How to complete this task:
Gather every line of the entries that includes the word "paths".

Records shown:
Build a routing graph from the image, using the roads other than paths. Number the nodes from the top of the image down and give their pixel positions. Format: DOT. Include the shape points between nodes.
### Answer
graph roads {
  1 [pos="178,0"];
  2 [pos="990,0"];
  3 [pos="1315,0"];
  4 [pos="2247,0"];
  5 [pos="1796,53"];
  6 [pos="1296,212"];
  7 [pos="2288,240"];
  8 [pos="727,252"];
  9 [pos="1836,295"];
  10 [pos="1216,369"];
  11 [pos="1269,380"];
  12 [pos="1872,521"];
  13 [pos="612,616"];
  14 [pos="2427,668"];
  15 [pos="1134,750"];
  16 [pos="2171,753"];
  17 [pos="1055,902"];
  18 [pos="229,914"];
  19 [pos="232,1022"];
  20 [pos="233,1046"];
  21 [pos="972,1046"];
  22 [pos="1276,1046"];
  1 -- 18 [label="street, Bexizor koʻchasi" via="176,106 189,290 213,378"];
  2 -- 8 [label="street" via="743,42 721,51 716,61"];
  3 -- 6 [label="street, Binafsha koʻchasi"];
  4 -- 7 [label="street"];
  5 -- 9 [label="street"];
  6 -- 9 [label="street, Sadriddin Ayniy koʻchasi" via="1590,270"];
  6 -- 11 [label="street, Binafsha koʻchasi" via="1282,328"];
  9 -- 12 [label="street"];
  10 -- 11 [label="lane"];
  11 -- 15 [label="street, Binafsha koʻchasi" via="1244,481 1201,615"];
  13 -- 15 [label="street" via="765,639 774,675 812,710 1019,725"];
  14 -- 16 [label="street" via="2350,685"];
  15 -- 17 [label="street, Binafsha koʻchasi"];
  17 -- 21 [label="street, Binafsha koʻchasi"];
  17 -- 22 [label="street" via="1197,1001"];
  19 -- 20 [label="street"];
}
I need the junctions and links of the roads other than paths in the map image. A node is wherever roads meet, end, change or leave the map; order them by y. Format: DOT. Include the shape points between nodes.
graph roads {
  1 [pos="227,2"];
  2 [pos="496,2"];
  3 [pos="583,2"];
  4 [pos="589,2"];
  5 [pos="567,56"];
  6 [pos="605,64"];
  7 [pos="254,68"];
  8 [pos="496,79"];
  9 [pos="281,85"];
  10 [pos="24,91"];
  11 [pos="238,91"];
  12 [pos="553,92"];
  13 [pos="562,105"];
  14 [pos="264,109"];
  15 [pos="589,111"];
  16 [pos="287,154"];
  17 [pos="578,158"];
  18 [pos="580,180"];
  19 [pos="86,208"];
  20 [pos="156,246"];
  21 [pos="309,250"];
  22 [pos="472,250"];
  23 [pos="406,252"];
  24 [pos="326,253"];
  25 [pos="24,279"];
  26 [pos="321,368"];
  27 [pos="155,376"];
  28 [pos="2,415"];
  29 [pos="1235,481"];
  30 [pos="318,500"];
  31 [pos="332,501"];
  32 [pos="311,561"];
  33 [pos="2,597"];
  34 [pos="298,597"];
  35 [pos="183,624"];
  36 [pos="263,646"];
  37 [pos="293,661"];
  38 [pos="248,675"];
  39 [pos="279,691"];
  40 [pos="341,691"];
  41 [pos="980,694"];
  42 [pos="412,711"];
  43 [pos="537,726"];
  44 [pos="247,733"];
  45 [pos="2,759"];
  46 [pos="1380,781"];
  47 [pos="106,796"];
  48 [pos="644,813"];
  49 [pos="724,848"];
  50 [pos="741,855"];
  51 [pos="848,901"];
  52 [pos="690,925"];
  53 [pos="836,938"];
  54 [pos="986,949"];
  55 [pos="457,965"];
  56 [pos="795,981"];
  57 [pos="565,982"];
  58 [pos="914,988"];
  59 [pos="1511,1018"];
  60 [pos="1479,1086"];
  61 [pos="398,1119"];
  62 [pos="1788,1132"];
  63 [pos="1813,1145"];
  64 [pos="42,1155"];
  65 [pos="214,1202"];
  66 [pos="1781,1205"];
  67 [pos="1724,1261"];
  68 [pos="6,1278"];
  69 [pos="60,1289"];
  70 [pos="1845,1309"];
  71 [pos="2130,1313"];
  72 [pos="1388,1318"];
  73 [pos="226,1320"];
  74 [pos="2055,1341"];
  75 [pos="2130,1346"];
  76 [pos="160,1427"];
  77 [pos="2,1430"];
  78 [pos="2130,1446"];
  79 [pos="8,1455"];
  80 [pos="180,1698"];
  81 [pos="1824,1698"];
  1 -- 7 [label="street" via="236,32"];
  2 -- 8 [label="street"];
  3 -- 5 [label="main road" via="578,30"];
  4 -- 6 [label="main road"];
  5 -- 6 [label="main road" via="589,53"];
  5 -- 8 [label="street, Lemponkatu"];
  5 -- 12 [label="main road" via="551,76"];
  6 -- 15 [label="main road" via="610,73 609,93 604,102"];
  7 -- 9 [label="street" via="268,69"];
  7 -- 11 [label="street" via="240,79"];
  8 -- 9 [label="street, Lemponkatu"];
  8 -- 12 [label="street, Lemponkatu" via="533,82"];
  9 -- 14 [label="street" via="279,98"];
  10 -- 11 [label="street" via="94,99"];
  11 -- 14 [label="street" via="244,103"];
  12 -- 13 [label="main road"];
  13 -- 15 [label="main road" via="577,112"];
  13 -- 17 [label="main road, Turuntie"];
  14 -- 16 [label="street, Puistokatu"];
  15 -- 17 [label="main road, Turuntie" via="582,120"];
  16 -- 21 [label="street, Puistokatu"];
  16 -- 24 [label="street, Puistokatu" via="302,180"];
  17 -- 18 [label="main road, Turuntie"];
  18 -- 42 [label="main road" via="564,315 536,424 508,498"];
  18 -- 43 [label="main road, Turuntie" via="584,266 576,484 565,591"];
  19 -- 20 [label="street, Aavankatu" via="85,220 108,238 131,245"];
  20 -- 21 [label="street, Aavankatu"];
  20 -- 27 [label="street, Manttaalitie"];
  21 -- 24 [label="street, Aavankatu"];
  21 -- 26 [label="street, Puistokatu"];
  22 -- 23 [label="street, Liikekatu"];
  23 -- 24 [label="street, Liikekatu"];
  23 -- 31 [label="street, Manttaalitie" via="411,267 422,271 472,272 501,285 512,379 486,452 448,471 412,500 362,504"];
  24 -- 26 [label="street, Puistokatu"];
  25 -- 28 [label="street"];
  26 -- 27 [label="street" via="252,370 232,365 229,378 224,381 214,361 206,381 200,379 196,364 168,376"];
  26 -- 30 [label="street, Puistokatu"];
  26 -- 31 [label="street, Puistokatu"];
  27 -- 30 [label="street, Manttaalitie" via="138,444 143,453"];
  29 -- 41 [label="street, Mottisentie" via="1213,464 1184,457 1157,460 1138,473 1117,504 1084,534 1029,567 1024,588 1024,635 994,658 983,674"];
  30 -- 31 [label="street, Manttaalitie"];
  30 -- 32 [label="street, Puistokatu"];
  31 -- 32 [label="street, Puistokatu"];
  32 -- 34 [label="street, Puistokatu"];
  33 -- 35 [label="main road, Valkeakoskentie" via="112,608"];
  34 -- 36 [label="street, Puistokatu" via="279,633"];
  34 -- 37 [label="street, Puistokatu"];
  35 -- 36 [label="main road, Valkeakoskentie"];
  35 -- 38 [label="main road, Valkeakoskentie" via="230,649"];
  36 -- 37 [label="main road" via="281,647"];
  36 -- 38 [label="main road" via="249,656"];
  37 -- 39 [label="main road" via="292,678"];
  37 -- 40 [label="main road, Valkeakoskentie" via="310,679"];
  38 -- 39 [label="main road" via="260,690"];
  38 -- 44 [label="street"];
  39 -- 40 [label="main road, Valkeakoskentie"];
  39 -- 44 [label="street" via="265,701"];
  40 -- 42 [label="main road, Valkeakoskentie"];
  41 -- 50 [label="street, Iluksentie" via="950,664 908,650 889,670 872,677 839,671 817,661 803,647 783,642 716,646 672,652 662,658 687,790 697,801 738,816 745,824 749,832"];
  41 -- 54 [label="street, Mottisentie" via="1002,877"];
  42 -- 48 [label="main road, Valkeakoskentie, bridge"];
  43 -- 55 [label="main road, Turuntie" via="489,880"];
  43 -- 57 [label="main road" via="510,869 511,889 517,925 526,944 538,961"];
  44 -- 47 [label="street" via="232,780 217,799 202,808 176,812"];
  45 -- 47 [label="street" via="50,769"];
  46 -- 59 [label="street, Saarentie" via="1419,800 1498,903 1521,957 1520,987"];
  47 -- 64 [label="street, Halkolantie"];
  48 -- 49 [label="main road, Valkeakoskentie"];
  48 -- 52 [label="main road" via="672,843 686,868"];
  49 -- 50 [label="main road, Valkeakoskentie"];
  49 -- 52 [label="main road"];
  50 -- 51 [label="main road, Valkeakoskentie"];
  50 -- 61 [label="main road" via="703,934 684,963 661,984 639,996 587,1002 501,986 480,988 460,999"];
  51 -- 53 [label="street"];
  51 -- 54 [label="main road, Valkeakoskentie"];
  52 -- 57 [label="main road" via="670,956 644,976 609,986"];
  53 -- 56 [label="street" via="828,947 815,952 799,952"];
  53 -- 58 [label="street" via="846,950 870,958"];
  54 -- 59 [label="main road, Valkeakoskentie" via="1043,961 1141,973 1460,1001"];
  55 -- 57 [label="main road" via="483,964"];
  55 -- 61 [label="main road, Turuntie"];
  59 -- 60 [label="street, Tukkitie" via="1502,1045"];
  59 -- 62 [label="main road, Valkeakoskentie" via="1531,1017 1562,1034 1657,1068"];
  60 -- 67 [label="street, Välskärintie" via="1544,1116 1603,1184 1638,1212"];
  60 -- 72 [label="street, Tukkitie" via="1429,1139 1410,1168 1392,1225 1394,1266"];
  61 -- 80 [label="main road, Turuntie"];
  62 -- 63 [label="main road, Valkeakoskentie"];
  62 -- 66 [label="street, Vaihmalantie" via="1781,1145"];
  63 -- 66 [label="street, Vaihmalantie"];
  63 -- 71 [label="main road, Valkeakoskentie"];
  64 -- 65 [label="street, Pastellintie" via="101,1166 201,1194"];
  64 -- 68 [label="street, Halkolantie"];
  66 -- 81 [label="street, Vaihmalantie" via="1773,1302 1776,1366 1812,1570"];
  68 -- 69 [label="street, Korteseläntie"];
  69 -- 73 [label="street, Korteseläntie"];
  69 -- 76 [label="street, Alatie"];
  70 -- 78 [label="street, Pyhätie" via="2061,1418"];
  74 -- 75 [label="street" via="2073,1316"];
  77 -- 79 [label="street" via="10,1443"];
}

Answer to the exercise:
Build a routing graph from the image, using the roads other than paths. Number the nodes from the top of the image down and give their pixel positions. Format: DOT. Include the shape points between nodes.
I need the junctions and links of the roads other than paths in the map image. A node is wherever roads meet, end, change or leave the map; order them by y. Format: DOT. Include the shape points between nodes.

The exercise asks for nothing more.